By Liz Willen, The Hechinger Report
LOS ANGELES – A group of fifth graders assemble around an enormous cardboard-covered table, designing a city from recycled materials. There’s tremendous excitement in this Venice, California, classroom as they discuss ideas for creating an imaginary metropolis from scratch.
“We need transportation!” one student shouts.
“A train going all through the city,” another offers.
Later, armed with protractors, they stand on street corners and beaches, digging holes and surveying land parcels. They elect a mayor, contemplate traffic problems and look clearly enthralled as they learn by doing, guided by Doreen Gehry Nelson and her brother, the renowned architect Frank Gehry.
The classroom teacher is less pleased. “Not in keeping with normal procedure,” she says at one point in the recently restored 1972 documentary, “Kid City.” Within weeks, the Gehry siblings are sacked, their dismay on full display as they pack up and leave.
“All we are talking about is trying things and taking chances,” a disappointed Frank Gehry says to the teacher on camera, as his younger sister Doreen, who came up with city-building as part of her design-based learning method, looks on. “As far as I’m concerned, you kill any creativity.”
Undeterred, Doreen Gehry Nelson, now 86, went on to start her own nonprofit, win a slew of awards and share her city-building teaching methods with thousands of classroom teachers and other education professionals around the world, though not nearly as many as she would like. Frank Gehry, who turned 94 on Tuesday, designed some of the most famous buildings in the world, including the Walt Disney Concert Hall and The Guggenheim Museum in Bilbao.

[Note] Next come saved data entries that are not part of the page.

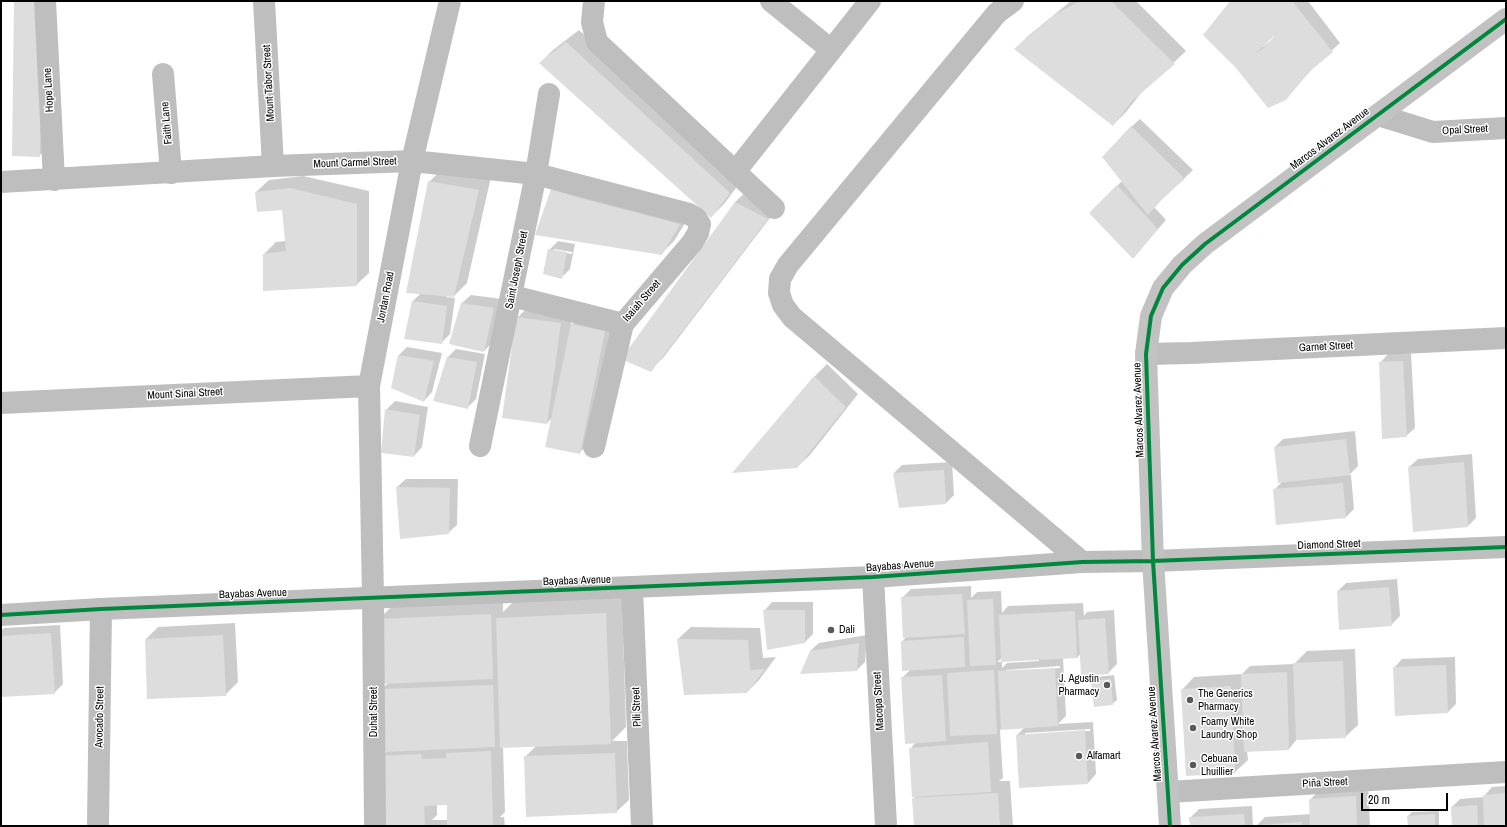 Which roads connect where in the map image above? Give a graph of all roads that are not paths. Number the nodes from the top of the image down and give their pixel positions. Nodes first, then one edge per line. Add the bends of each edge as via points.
1 (45, 1) edge
2 (264, 1) edge
3 (450, 1) edge
4 (594, 1) edge
5 (771, 1) edge
6 (870, 1) edge
7 (1012, 1) edge
8 (1506, 19) edge
9 (830, 49) junction
10 (163, 74) dead end
11 (549, 94) dead end
12 (1378, 115) junction
13 (1506, 128) edge
14 (412, 162) junction
15 (273, 166) junction
16 (171, 172) junction
17 (735, 172) junction
18 (536, 174) junction
19 (54, 180) junction
20 (1, 182) edge
21 (774, 208) dead end
22 (700, 224) joint
23 (512, 296) junction
24 (623, 324) junction
25 (1506, 338) edge
26 (1146, 354) junction
27 (369, 386) junction
28 (1, 402) edge
29 (480, 446) dead end
30 (594, 447) dead end
31 (1506, 547) edge
32 (1153, 561) junction
33 (1082, 562) junction
34 (873, 577) junction
35 (632, 588) junction
36 (373, 598) junction
37 (101, 609) junction
38 (1, 615) edge
39 (1506, 772) edge
40 (1168, 792) junction
41 (98, 826) edge
42 (375, 826) edge
43 (642, 826) edge
44 (886, 826) edge
45 (1170, 826) edge

1 - 19 street, Hope Lane
2 - 15 street, Mount Tabor Street
3 - 14 street, Jordan Road
4 - 17 street via 592,22 597,42
5 - 9 street
6 - 9 street
7 - 33 street via 997,13 788,265 780,279 779,292 783,305 792,317
8 - 12 main road, Marcos Alvarez Avenue
9 - 17 street
10 - 16 street, Faith Lane
11 - 18 street, Saint Joseph Street
12 - 13 street, Opal Street via 1433,132
12 - 26 main road, Marcos Alvarez Avenue via 1205,244 1182,265 1163,288 1150,316
14 - 15 street, Mount Carmel Street
14 - 18 street, Mount Carmel Street
14 - 27 street, Jordan Road
15 - 16 street, Mount Carmel Street
16 - 19 street, Mount Carmel Street
17 - 21 street
18 - 22 street, Mount Carmel Street via 689,214
18 - 23 street, Saint Joseph Street
19 - 20 street, Mount Carmel Street
22 - 24 street, Isaiah Street via 692,243
23 - 24 street, Isaiah Street
23 - 29 street, Saint Joseph Street
24 - 30 street
25 - 26 street, Garnet Street
26 - 32 main road, Marcos Alvarez Avenue
27 - 28 street, Mount Sinai Street
27 - 36 street, Jordan Road
31 - 32 street, Diamond Street
32 - 33 street, Bayabas Avenue
32 - 40 main road, Marcos Alvarez Avenue
33 - 34 street, Bayabas Avenue
34 - 35 street, Bayabas Avenue
34 - 44 street, Macopa Street
35 - 36 street, Bayabas Avenue
35 - 43 street, Pili Street
36 - 37 street, Bayabas Avenue
36 - 42 street, Duhat Street
37 - 38 street, Bayabas Avenue
37 - 41 street, Avocado Street
39 - 40 street, Piña Street
40 - 45 main road, Marcos Alvarez Avenue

The design-oriented superstar siblings, raised in Toronto before relocating to Los Angeles and becoming leaders in their fields, will appear on stage together in a keynote discussion at SXSW EDU in Austin that I’ll be moderating on March 7. They’ll be discussing Gehry Nelson’s book “Cultivating Curiosity: Teaching and Learning Reimagined,” a call for breaking away from formulaic teaching.